■ Stored entries
————————

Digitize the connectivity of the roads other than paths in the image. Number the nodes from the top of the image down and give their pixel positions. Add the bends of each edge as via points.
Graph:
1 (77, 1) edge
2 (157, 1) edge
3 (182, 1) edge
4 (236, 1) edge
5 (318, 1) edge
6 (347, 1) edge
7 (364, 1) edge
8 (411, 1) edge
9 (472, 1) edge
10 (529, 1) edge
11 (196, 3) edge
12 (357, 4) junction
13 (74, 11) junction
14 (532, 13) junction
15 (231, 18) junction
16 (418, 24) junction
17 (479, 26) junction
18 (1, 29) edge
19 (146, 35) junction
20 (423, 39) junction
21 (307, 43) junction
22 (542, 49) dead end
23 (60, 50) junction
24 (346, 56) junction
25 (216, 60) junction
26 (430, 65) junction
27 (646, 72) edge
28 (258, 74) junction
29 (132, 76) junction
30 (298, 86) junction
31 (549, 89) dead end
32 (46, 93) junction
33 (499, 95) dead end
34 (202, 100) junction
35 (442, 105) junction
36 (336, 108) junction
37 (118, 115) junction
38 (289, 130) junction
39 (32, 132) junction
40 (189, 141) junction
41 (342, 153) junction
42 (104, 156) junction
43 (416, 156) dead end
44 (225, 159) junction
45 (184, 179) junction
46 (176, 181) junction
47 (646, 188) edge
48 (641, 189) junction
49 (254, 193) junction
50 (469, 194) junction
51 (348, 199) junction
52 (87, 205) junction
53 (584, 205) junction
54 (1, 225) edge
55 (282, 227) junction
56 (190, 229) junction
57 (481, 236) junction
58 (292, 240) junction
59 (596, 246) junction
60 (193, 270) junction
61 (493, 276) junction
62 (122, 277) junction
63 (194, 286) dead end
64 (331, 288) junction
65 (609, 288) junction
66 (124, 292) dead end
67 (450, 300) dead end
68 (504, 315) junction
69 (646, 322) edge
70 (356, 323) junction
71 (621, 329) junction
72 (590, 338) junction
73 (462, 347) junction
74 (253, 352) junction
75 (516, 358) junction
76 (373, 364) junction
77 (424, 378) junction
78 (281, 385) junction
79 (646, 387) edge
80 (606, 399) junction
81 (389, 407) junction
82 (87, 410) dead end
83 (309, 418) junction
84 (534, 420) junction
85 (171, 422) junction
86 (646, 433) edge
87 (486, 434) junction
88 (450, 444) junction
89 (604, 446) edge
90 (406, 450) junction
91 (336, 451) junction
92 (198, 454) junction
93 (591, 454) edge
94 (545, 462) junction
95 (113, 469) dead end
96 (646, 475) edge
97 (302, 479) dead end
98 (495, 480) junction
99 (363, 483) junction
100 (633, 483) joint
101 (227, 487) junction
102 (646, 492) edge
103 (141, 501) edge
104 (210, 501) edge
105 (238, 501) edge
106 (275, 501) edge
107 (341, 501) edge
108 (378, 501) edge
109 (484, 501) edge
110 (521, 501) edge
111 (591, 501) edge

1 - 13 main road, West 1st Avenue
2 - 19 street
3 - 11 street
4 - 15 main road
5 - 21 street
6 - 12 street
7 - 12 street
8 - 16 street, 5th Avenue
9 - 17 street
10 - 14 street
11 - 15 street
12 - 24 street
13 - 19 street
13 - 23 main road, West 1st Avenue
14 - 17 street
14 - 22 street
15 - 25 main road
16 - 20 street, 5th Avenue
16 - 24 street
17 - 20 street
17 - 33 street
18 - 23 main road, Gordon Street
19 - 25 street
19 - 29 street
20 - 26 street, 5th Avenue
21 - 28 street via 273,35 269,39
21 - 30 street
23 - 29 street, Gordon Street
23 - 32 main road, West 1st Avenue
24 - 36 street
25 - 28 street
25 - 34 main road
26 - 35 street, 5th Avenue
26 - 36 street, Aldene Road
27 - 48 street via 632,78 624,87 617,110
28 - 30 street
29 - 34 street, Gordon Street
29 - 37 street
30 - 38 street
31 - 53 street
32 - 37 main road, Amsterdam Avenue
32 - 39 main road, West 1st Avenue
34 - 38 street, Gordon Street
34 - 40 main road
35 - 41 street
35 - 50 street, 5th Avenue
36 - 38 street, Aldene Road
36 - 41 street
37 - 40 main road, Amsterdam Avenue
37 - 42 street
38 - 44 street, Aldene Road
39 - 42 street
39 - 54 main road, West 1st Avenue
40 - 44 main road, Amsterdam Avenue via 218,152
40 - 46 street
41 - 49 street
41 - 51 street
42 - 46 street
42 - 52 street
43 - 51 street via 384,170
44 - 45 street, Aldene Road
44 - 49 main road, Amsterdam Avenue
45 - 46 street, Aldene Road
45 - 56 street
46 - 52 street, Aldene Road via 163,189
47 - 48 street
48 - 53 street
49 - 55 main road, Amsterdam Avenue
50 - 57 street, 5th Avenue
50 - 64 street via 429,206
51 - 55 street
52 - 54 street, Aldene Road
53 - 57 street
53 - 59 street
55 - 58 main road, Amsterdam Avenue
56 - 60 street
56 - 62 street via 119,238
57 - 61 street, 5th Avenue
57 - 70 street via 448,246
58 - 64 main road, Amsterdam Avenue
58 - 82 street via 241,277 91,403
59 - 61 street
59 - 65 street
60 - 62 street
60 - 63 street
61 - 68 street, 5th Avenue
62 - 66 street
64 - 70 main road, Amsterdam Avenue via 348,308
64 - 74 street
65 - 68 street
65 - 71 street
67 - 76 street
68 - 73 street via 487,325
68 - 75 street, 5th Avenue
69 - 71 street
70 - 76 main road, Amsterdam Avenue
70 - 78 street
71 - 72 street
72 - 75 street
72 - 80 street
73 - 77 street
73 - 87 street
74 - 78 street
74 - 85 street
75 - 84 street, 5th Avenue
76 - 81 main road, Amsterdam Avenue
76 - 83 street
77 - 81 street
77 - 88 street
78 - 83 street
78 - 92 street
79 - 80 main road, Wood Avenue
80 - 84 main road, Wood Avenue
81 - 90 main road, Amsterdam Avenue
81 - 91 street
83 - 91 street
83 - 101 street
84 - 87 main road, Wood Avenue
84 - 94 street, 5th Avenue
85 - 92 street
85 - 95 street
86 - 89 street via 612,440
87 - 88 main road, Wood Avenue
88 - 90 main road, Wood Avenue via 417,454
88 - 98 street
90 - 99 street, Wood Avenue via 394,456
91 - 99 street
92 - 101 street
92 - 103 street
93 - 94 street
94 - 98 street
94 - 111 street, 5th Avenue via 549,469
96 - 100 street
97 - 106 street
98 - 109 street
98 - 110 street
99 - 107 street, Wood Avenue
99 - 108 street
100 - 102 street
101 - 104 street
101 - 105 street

————————

■ PROBLEM REQUIREMENTS
Each entry above is to be quoted exactly.

■ YOUR SOLUTION
Digitize the connectivity of the roads other than paths in the image. Number the nodes from the top of the image down and give their pixel positions. Add the bends of each edge as via points.
Graph:
1 (77, 1) edge
2 (157, 1) edge
3 (182, 1) edge
4 (236, 1) edge
5 (318, 1) edge
6 (347, 1) edge
7 (364, 1) edge
8 (411, 1) edge
9 (472, 1) edge
10 (529, 1) edge
11 (196, 3) edge
12 (357, 4) junction
13 (74, 11) junction
14 (532, 13) junction
15 (231, 18) junction
16 (418, 24) junction
17 (479, 26) junction
18 (1, 29) edge
19 (146, 35) junction
20 (423, 39) junction
21 (307, 43) junction
22 (542, 49) dead end
23 (60, 50) junction
24 (346, 56) junction
25 (216, 60) junction
26 (430, 65) junction
27 (646, 72) edge
28 (258, 74) junction
29 (132, 76) junction
30 (298, 86) junction
31 (549, 89) dead end
32 (46, 93) junction
33 (499, 95) dead end
34 (202, 100) junction
35 (442, 105) junction
36 (336, 108) junction
37 (118, 115) junction
38 (289, 130) junction
39 (32, 132) junction
40 (189, 141) junction
41 (342, 153) junction
42 (104, 156) junction
43 (416, 156) dead end
44 (225, 159) junction
45 (184, 179) junction
46 (176, 181) junction
47 (646, 188) edge
48 (641, 189) junction
49 (254, 193) junction
50 (469, 194) junction
51 (348, 199) junction
52 (87, 205) junction
53 (584, 205) junction
54 (1, 225) edge
55 (282, 227) junction
56 (190, 229) junction
57 (481, 236) junction
58 (292, 240) junction
59 (596, 246) junction
60 (193, 270) junction
61 (493, 276) junction
62 (122, 277) junction
63 (194, 286) dead end
64 (331, 288) junction
65 (609, 288) junction
66 (124, 292) dead end
67 (450, 300) dead end
68 (504, 315) junction
69 (646, 322) edge
70 (356, 323) junction
71 (621, 329) junction
72 (590, 338) junction
73 (462, 347) junction
74 (253, 352) junction
75 (516, 358) junction
76 (373, 364) junction
77 (424, 378) junction
78 (281, 385) junction
79 (646, 387) edge
80 (606, 399) junction
81 (389, 407) junction
82 (87, 410) dead end
83 (309, 418) junction
84 (534, 420) junction
85 (171, 422) junction
86 (646, 433) edge
87 (486, 434) junction
88 (450, 444) junction
89 (604, 446) edge
90 (406, 450) junction
91 (336, 451) junction
92 (198, 454) junction
93 (591, 454) edge
94 (545, 462) junction
95 (113, 469) dead end
96 (646, 475) edge
97 (302, 479) dead end
98 (495, 480) junction
99 (363, 483) junction
100 (633, 483) joint
101 (227, 487) junction
102 (646, 492) edge
103 (141, 501) edge
104 (210, 501) edge
105 (238, 501) edge
106 (275, 501) edge
107 (341, 501) edge
108 (378, 501) edge
109 (484, 501) edge
110 (521, 501) edge
111 (591, 501) edge

1 - 13 main road, West 1st Avenue
2 - 19 street
3 - 11 street
4 - 15 main road
5 - 21 street
6 - 12 street
7 - 12 street
8 - 16 street, 5th Avenue
9 - 17 street
10 - 14 street
11 - 15 street
12 - 24 street
13 - 19 street
13 - 23 main road, West 1st Avenue
14 - 17 street
14 - 22 street
15 - 25 main road
16 - 20 street, 5th Avenue
16 - 24 street
17 - 20 street
17 - 33 street
18 - 23 main road, Gordon Street
19 - 25 street
19 - 29 street
20 - 26 street, 5th Avenue
21 - 28 street via 273,35 269,39
21 - 30 street
23 - 29 street, Gordon Street
23 - 32 main road, West 1st Avenue
24 - 36 street
25 - 28 street
25 - 34 main road
26 - 35 street, 5th Avenue
26 - 36 street, Aldene Road
27 - 48 street via 632,78 624,87 617,110
28 - 30 street
29 - 34 street, Gordon Street
29 - 37 street
30 - 38 street
31 - 53 street
32 - 37 main road, Amsterdam Avenue
32 - 39 main road, West 1st Avenue
34 - 38 street, Gordon Street
34 - 40 main road
35 - 41 street
35 - 50 street, 5th Avenue
36 - 38 street, Aldene Road
36 - 41 street
37 - 40 main road, Amsterdam Avenue
37 - 42 street
38 - 44 street, Aldene Road
39 - 42 street
39 - 54 main road, West 1st Avenue
40 - 44 main road, Amsterdam Avenue via 218,152
40 - 46 street
41 - 49 street
41 - 51 street
42 - 46 street
42 - 52 street
43 - 51 street via 384,170
44 - 45 street, Aldene Road
44 - 49 main road, Amsterdam Avenue
45 - 46 street, Aldene Road
45 - 56 street
46 - 52 street, Aldene Road via 163,189
47 - 48 street
48 - 53 street
49 - 55 main road, Amsterdam Avenue
50 - 57 street, 5th Avenue
50 - 64 street via 429,206
51 - 55 street
52 - 54 street, Aldene Road
53 - 57 street
53 - 59 street
55 - 58 main road, Amsterdam Avenue
56 - 60 street
56 - 62 street via 119,238
57 - 61 street, 5th Avenue
57 - 70 street via 448,246
58 - 64 main road, Amsterdam Avenue
58 - 82 street via 241,277 91,403
59 - 61 street
59 - 65 street
60 - 62 street
60 - 63 street
61 - 68 street, 5th Avenue
62 - 66 street
64 - 70 main road, Amsterdam Avenue via 348,308
64 - 74 street
65 - 68 street
65 - 71 street
67 - 76 street
68 - 73 street via 487,325
68 - 75 street, 5th Avenue
69 - 71 street
70 - 76 main road, Amsterdam Avenue
70 - 78 street
71 - 72 street
72 - 75 street
72 - 80 street
73 - 77 street
73 - 87 street
74 - 78 street
74 - 85 street
75 - 84 street, 5th Avenue
76 - 81 main road, Amsterdam Avenue
76 - 83 street
77 - 81 street
77 - 88 street
78 - 83 street
78 - 92 street
79 - 80 main road, Wood Avenue
80 - 84 main road, Wood Avenue
81 - 90 main road, Amsterdam Avenue
81 - 91 street
83 - 91 street
83 - 101 street
84 - 87 main road, Wood Avenue
84 - 94 street, 5th Avenue
85 - 92 street
85 - 95 street
86 - 89 street via 612,440
87 - 88 main road, Wood Avenue
88 - 90 main road, Wood Avenue via 417,454
88 - 98 street
90 - 99 street, Wood Avenue via 394,456
91 - 99 street
92 - 101 street
92 - 103 street
93 - 94 street
94 - 98 street
94 - 111 street, 5th Avenue via 549,469
96 - 100 street
97 - 106 street
98 - 109 street
98 - 110 street
99 - 107 street, Wood Avenue
99 - 108 street
100 - 102 street
101 - 104 street
101 - 105 street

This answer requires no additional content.